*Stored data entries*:
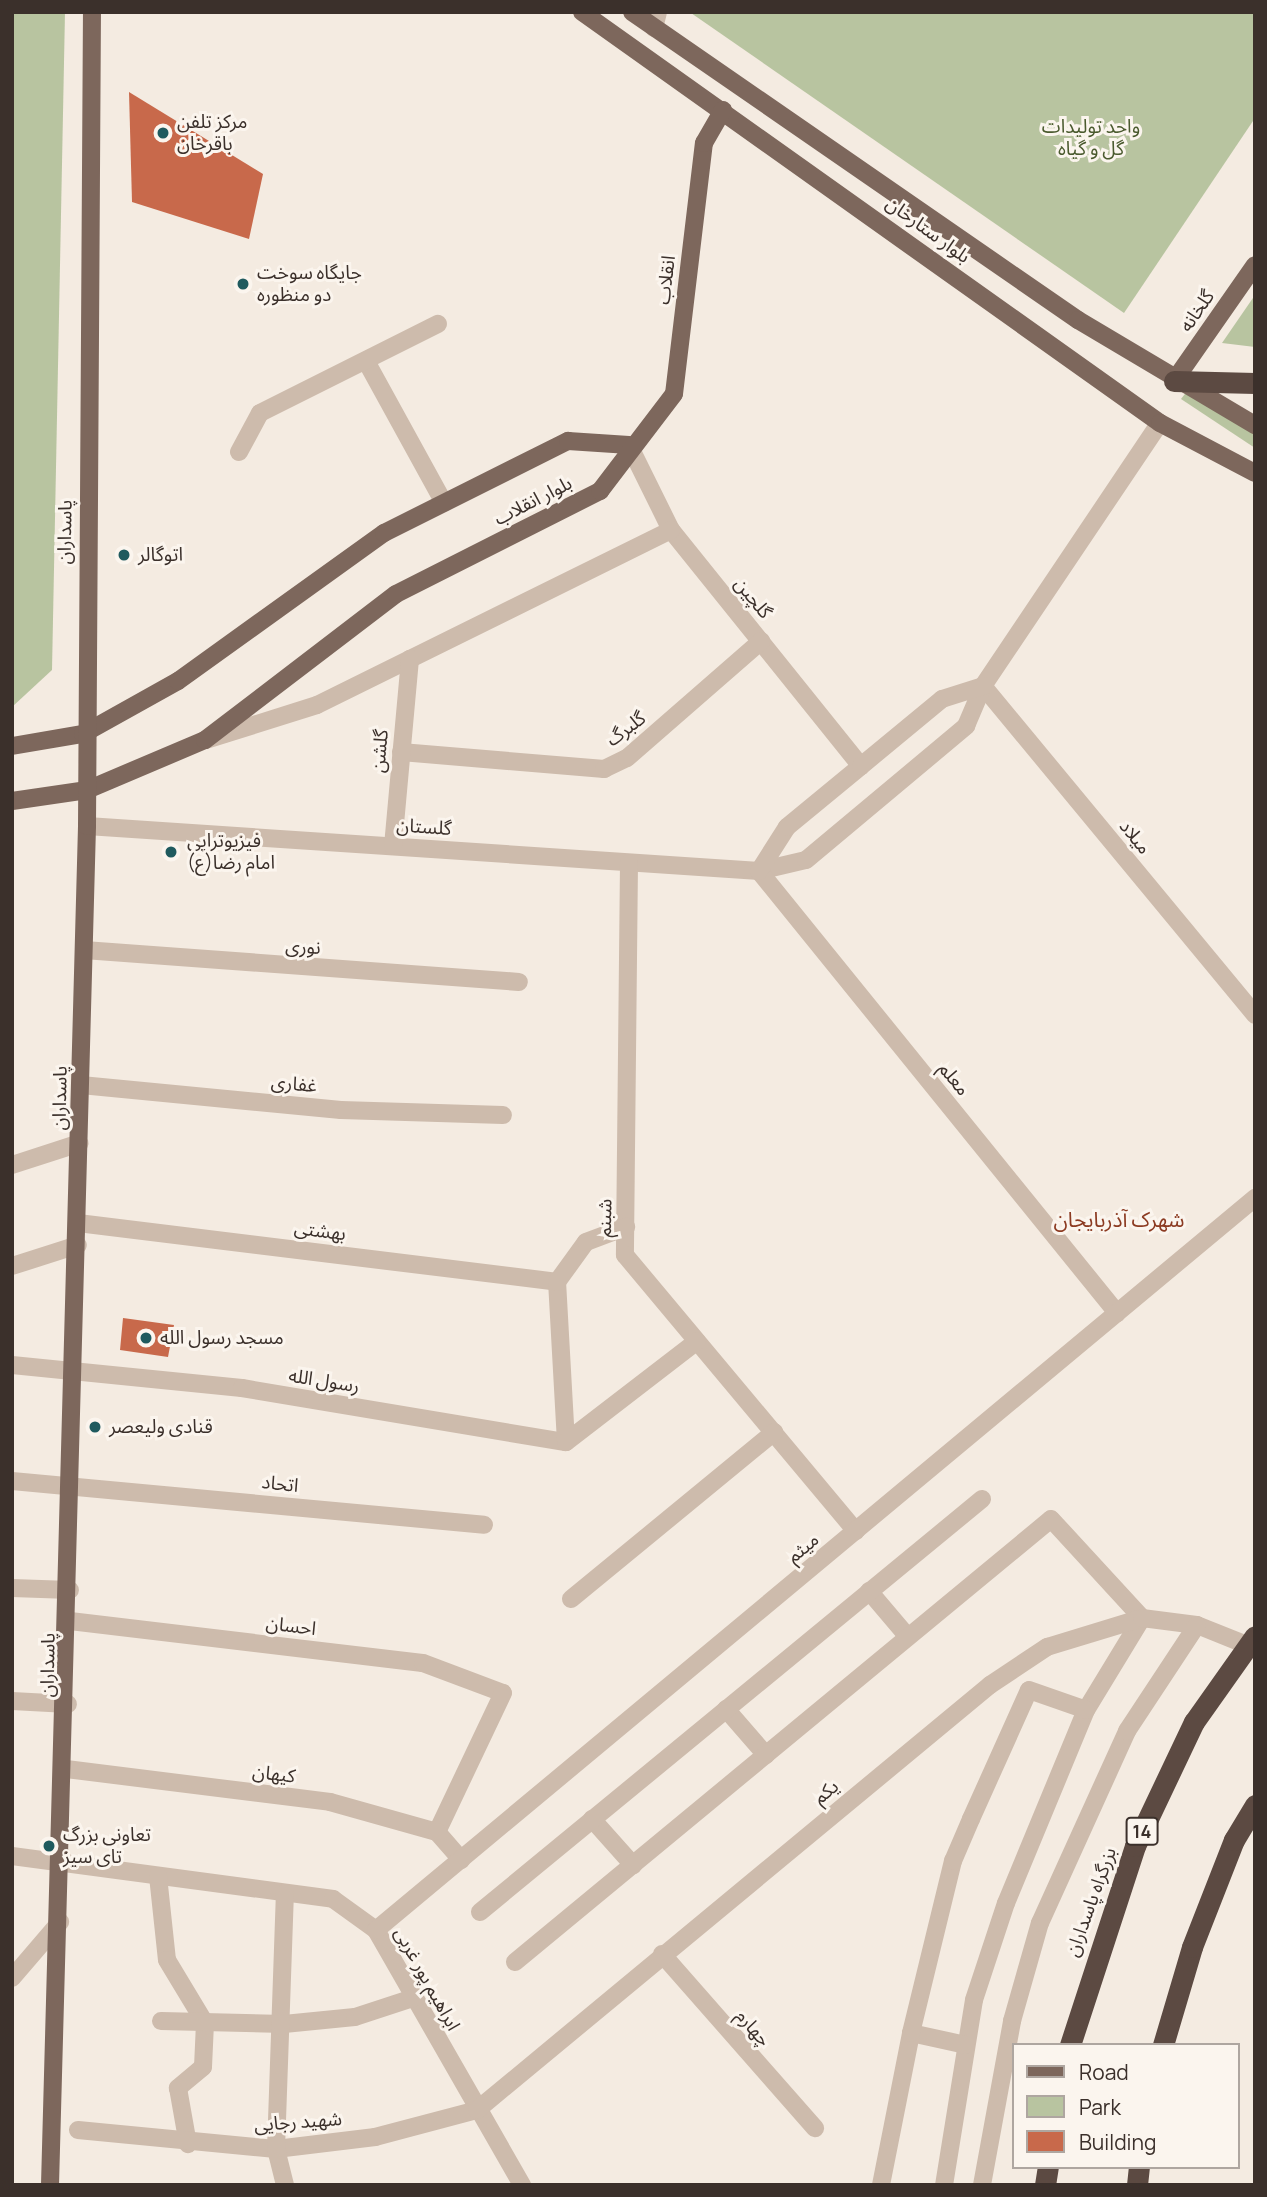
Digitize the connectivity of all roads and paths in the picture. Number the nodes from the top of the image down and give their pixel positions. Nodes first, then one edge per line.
1 (92, 12) edge
2 (582, 12) edge
3 (632, 12) edge
4 (656, 20) edge
5 (723, 110) junction
6 (1255, 265) edge
7 (438, 324) dead end
8 (366, 361) junction
9 (1174, 381) junction
10 (1255, 383) edge
11 (1160, 423) junction
12 (1255, 425) edge
13 (629, 445) junction
14 (239, 453) dead end
15 (1255, 473) edge
16 (444, 503) junction
17 (671, 530) junction
18 (761, 641) junction
19 (410, 659) junction
20 (983, 686) junction
21 (83, 734) junction
22 (205, 740) junction
23 (12, 746) edge
24 (401, 752) junction
25 (861, 766) junction
26 (87, 790) junction
27 (12, 801) edge
28 (87, 826) junction
29 (393, 846) junction
30 (629, 863) junction
31 (759, 872) junction
32 (84, 950) junction
33 (519, 982) dead end
34 (1255, 1016) edge
35 (81, 1085) junction
36 (503, 1115) dead end
37 (80, 1143) junction
38 (12, 1165) edge
39 (1255, 1198) edge
40 (79, 1223) junction
41 (626, 1227) junction
42 (78, 1245) junction
43 (12, 1266) edge
44 (557, 1282) junction
45 (1116, 1313) junction
46 (697, 1341) junction
47 (12, 1366) edge
48 (75, 1369) junction
49 (774, 1433) junction
50 (566, 1442) junction
51 (12, 1481) edge
52 (73, 1485) junction
53 (982, 1499) dead end
54 (484, 1525) dead end
55 (856, 1531) junction
56 (12, 1588) edge
57 (70, 1590) junction
58 (869, 1591) junction
59 (571, 1599) dead end
60 (1142, 1618) junction
61 (70, 1621) junction
62 (1197, 1625) junction
63 (908, 1637) junction
64 (1251, 1641) edge
65 (12, 1701) edge
66 (68, 1704) junction
67 (726, 1709) junction
68 (1086, 1710) junction
69 (766, 1755) junction
70 (66, 1769) junction
71 (1255, 1805) edge
72 (592, 1819) junction
73 (437, 1832) junction
74 (12, 1856) edge
75 (461, 1860) junction
76 (62, 1864) junction
77 (633, 1865) junction
78 (158, 1876) junction
79 (285, 1893) junction
80 (480, 1912) dead end
81 (60, 1922) junction
82 (376, 1930) junction
83 (662, 1954) junction
84 (515, 1962) dead end
85 (12, 1978) edge
86 (413, 1998) junction
87 (161, 2021) dead end
88 (205, 2023) junction
89 (284, 2024) junction
90 (911, 2033) junction
91 (1071, 2043) edge
92 (1164, 2043) edge
93 (966, 2045) junction
94 (477, 2110) junction
95 (815, 2128) dead end
96 (78, 2130) dead end
97 (188, 2144) junction
98 (276, 2149) junction
99 (50, 2185) edge
100 (285, 2185) edge
101 (522, 2185) edge
102 (881, 2185) edge
103 (944, 2185) edge
104 (982, 2185) edge

1 - 21 main road, پاسداران
2 - 5 main road, بلوار ستارخان
3 - 4 main road, بلوار ستارخان
4 - 9 main road, بلوار ستارخان
5 - 11 main road, بلوار ستارخان
5 - 13 main road, انقلاب
6 - 9 main road, گلخانه
7 - 8 street
8 - 14 street
8 - 16 street
9 - 10 highway
9 - 12 main road, بلوار ستارخان
11 - 15 main road, بلوار ستارخان
11 - 20 street, گلستان
13 - 16 main road, بلوار انقلاب
13 - 17 street, گلچین
13 - 22 main road, بلوار انقلاب
16 - 21 main road, بلوار انقلاب
17 - 18 street, گلچین
17 - 19 street
18 - 24 street, گلبرگ
18 - 25 street, گلچین
19 - 22 street
19 - 24 street, گلشن
20 - 25 street
20 - 31 street, گلستان
20 - 34 street, میلاد
21 - 23 main road, بلوار انقلاب
21 - 26 main road, پاسداران
22 - 26 main road, بلوار انقلاب
24 - 29 street, گلشن
25 - 31 street
26 - 27 main road, بلوار انقلاب
26 - 28 main road, پاسداران
28 - 29 street, گلستان
28 - 32 main road, پاسداران
29 - 30 street, گلستان
30 - 31 street, گلستان
30 - 41 street, شبنم
31 - 45 street, معلم
32 - 33 street, نوری
32 - 35 main road, پاسداران
35 - 36 street, غفاری
35 - 37 main road, پاسداران
37 - 38 street
37 - 40 main road, پاسداران
39 - 45 street, میثم
40 - 42 main road, پاسداران
40 - 44 street, بهشتی
41 - 44 street
41 - 46 street, شبنم
42 - 43 street
42 - 48 main road, پاسداران
44 - 50 street
45 - 55 street, میثم
46 - 49 street, شبنم
46 - 50 street
47 - 48 street, رسول الله
48 - 50 street, رسول الله
48 - 52 main road, پاسداران
49 - 55 street, شبنم
49 - 59 street
51 - 52 street, اتحاد
52 - 54 street, اتحاد
52 - 57 main road, پاسداران
53 - 58 street
55 - 75 street, میثم
56 - 57 street
57 - 61 main road, پاسداران
58 - 63 street
58 - 67 street
60 - 62 street, یکم
60 - 63 street
60 - 68 street
60 - 83 street, یکم
61 - 66 main road, پاسداران
61 - 73 street, احسان
62 - 64 street, یکم
62 - 104 street
63 - 69 street
64 - 91 highway, بزرگراه پاسداران / 14
65 - 66 street
66 - 70 main road, پاسداران
67 - 69 street
67 - 72 street
68 - 90 street
68 - 93 street
69 - 77 street
70 - 73 street, کیهان
70 - 76 main road, پاسداران
71 - 92 highway
72 - 77 street
72 - 80 street
73 - 75 street
74 - 76 street, ابراهیم پور غربی
75 - 82 street, میثم
76 - 78 street, ابراهیم پور غربی
76 - 81 main road, پاسداران
77 - 84 street
78 - 79 street, ابراهیم پور غربی
78 - 88 street
79 - 82 street, ابراهیم پور غربی
79 - 89 street
81 - 85 street
81 - 99 main road, پاسداران
82 - 86 street, ابراهیم پور غربی
83 - 94 street, یکم
83 - 95 street, چهارم
86 - 89 street
86 - 94 street, ابراهیم پور غربی
87 - 88 street
88 - 89 street
88 - 97 street
89 - 98 street
90 - 93 street
90 - 102 street
93 - 103 street
94 - 98 street, شهید رجایی
94 - 101 street, ابراهیم پور غربی
96 - 97 street, شهید رجایی
97 - 98 street, شهید رجایی
98 - 100 street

*PROBLEM REQUIREMENTS*: Please set down the records exactly, and keep every image out of the copy.

*EXPECTED OUTPUT*:
Digitize the connectivity of all roads and paths in the picture. Number the nodes from the top of the image down and give their pixel positions. Nodes first, then one edge per line.
1 (92, 12) edge
2 (582, 12) edge
3 (632, 12) edge
4 (656, 20) edge
5 (723, 110) junction
6 (1255, 265) edge
7 (438, 324) dead end
8 (366, 361) junction
9 (1174, 381) junction
10 (1255, 383) edge
11 (1160, 423) junction
12 (1255, 425) edge
13 (629, 445) junction
14 (239, 453) dead end
15 (1255, 473) edge
16 (444, 503) junction
17 (671, 530) junction
18 (761, 641) junction
19 (410, 659) junction
20 (983, 686) junction
21 (83, 734) junction
22 (205, 740) junction
23 (12, 746) edge
24 (401, 752) junction
25 (861, 766) junction
26 (87, 790) junction
27 (12, 801) edge
28 (87, 826) junction
29 (393, 846) junction
30 (629, 863) junction
31 (759, 872) junction
32 (84, 950) junction
33 (519, 982) dead end
34 (1255, 1016) edge
35 (81, 1085) junction
36 (503, 1115) dead end
37 (80, 1143) junction
38 (12, 1165) edge
39 (1255, 1198) edge
40 (79, 1223) junction
41 (626, 1227) junction
42 (78, 1245) junction
43 (12, 1266) edge
44 (557, 1282) junction
45 (1116, 1313) junction
46 (697, 1341) junction
47 (12, 1366) edge
48 (75, 1369) junction
49 (774, 1433) junction
50 (566, 1442) junction
51 (12, 1481) edge
52 (73, 1485) junction
53 (982, 1499) dead end
54 (484, 1525) dead end
55 (856, 1531) junction
56 (12, 1588) edge
57 (70, 1590) junction
58 (869, 1591) junction
59 (571, 1599) dead end
60 (1142, 1618) junction
61 (70, 1621) junction
62 (1197, 1625) junction
63 (908, 1637) junction
64 (1251, 1641) edge
65 (12, 1701) edge
66 (68, 1704) junction
67 (726, 1709) junction
68 (1086, 1710) junction
69 (766, 1755) junction
70 (66, 1769) junction
71 (1255, 1805) edge
72 (592, 1819) junction
73 (437, 1832) junction
74 (12, 1856) edge
75 (461, 1860) junction
76 (62, 1864) junction
77 (633, 1865) junction
78 (158, 1876) junction
79 (285, 1893) junction
80 (480, 1912) dead end
81 (60, 1922) junction
82 (376, 1930) junction
83 (662, 1954) junction
84 (515, 1962) dead end
85 (12, 1978) edge
86 (413, 1998) junction
87 (161, 2021) dead end
88 (205, 2023) junction
89 (284, 2024) junction
90 (911, 2033) junction
91 (1071, 2043) edge
92 (1164, 2043) edge
93 (966, 2045) junction
94 (477, 2110) junction
95 (815, 2128) dead end
96 (78, 2130) dead end
97 (188, 2144) junction
98 (276, 2149) junction
99 (50, 2185) edge
100 (285, 2185) edge
101 (522, 2185) edge
102 (881, 2185) edge
103 (944, 2185) edge
104 (982, 2185) edge

1 - 21 main road, پاسداران
2 - 5 main road, بلوار ستارخان
3 - 4 main road, بلوار ستارخان
4 - 9 main road, بلوار ستارخان
5 - 11 main road, بلوار ستارخان
5 - 13 main road, انقلاب
6 - 9 main road, گلخانه
7 - 8 street
8 - 14 street
8 - 16 street
9 - 10 highway
9 - 12 main road, بلوار ستارخان
11 - 15 main road, بلوار ستارخان
11 - 20 street, گلستان
13 - 16 main road, بلوار انقلاب
13 - 17 street, گلچین
13 - 22 main road, بلوار انقلاب
16 - 21 main road, بلوار انقلاب
17 - 18 street, گلچین
17 - 19 street
18 - 24 street, گلبرگ
18 - 25 street, گلچین
19 - 22 street
19 - 24 street, گلشن
20 - 25 street
20 - 31 street, گلستان
20 - 34 street, میلاد
21 - 23 main road, بلوار انقلاب
21 - 26 main road, پاسداران
22 - 26 main road, بلوار انقلاب
24 - 29 street, گلشن
25 - 31 street
26 - 27 main road, بلوار انقلاب
26 - 28 main road, پاسداران
28 - 29 street, گلستان
28 - 32 main road, پاسداران
29 - 30 street, گلستان
30 - 31 street, گلستان
30 - 41 street, شبنم
31 - 45 street, معلم
32 - 33 street, نوری
32 - 35 main road, پاسداران
35 - 36 street, غفاری
35 - 37 main road, پاسداران
37 - 38 street
37 - 40 main road, پاسداران
39 - 45 street, میثم
40 - 42 main road, پاسداران
40 - 44 street, بهشتی
41 - 44 street
41 - 46 street, شبنم
42 - 43 street
42 - 48 main road, پاسداران
44 - 50 street
45 - 55 street, میثم
46 - 49 street, شبنم
46 - 50 street
47 - 48 street, رسول الله
48 - 50 street, رسول الله
48 - 52 main road, پاسداران
49 - 55 street, شبنم
49 - 59 street
51 - 52 street, اتحاد
52 - 54 street, اتحاد
52 - 57 main road, پاسداران
53 - 58 street
55 - 75 street, میثم
56 - 57 street
57 - 61 main road, پاسداران
58 - 63 street
58 - 67 street
60 - 62 street, یکم
60 - 63 street
60 - 68 street
60 - 83 street, یکم
61 - 66 main road, پاسداران
61 - 73 street, احسان
62 - 64 street, یکم
62 - 104 street
63 - 69 street
64 - 91 highway, بزرگراه پاسداران / 14
65 - 66 street
66 - 70 main road, پاسداران
67 - 69 street
67 - 72 street
68 - 90 street
68 - 93 street
69 - 77 street
70 - 73 street, کیهان
70 - 76 main road, پاسداران
71 - 92 highway
72 - 77 street
72 - 80 street
73 - 75 street
74 - 76 street, ابراهیم پور غربی
75 - 82 street, میثم
76 - 78 street, ابراهیم پور غربی
76 - 81 main road, پاسداران
77 - 84 street
78 - 79 street, ابراهیم پور غربی
78 - 88 street
79 - 82 street, ابراهیم پور غربی
79 - 89 street
81 - 85 street
81 - 99 main road, پاسداران
82 - 86 street, ابراهیم پور غربی
83 - 94 street, یکم
83 - 95 street, چهارم
86 - 89 street
86 - 94 street, ابراهیم پور غربی
87 - 88 street
88 - 89 street
88 - 97 street
89 - 98 street
90 - 93 street
90 - 102 street
93 - 103 street
94 - 98 street, شهید رجایی
94 - 101 street, ابراهیم پور غربی
96 - 97 street, شهید رجایی
97 - 98 street, شهید رجایی
98 - 100 street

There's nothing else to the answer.